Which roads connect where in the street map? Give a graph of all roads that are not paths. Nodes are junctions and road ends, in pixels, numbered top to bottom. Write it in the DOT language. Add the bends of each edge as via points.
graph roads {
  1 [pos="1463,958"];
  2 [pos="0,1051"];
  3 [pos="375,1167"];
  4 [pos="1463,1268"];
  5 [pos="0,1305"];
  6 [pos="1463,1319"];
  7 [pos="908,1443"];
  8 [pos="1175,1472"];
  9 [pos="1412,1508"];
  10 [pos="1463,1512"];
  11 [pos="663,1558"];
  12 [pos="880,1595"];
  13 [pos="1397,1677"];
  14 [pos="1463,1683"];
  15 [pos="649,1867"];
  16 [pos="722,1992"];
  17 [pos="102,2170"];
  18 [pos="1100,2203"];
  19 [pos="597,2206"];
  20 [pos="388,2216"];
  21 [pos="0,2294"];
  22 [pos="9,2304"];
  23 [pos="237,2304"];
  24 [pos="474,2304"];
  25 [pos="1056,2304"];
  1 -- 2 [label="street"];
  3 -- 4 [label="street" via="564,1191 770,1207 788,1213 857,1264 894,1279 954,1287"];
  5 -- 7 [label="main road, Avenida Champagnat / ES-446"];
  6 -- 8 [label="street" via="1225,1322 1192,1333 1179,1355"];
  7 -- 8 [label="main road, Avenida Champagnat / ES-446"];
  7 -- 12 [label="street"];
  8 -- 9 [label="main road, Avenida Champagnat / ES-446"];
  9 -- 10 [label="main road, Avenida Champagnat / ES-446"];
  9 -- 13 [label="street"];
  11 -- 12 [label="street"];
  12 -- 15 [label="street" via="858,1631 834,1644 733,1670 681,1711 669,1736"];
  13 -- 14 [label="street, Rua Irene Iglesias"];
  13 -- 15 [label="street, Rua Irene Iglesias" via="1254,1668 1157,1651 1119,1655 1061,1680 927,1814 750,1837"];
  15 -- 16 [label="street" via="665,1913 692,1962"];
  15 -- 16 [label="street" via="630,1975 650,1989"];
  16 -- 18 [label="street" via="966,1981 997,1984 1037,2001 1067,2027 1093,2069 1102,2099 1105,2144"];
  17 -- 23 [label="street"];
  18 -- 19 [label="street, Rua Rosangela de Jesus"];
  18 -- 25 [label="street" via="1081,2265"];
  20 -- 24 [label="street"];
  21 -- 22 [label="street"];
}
______________________________
WORK REQUIRED:
Write out each line of the data that holds the string "roads".

ANSWER BOX:
Which roads connect where in the street map? Give a graph of all roads that are not paths. Nodes are junctions and road ends, in pixels, numbered top to bottom. Write it in the DOT language. Add the bends of each edge as via points.
graph roads {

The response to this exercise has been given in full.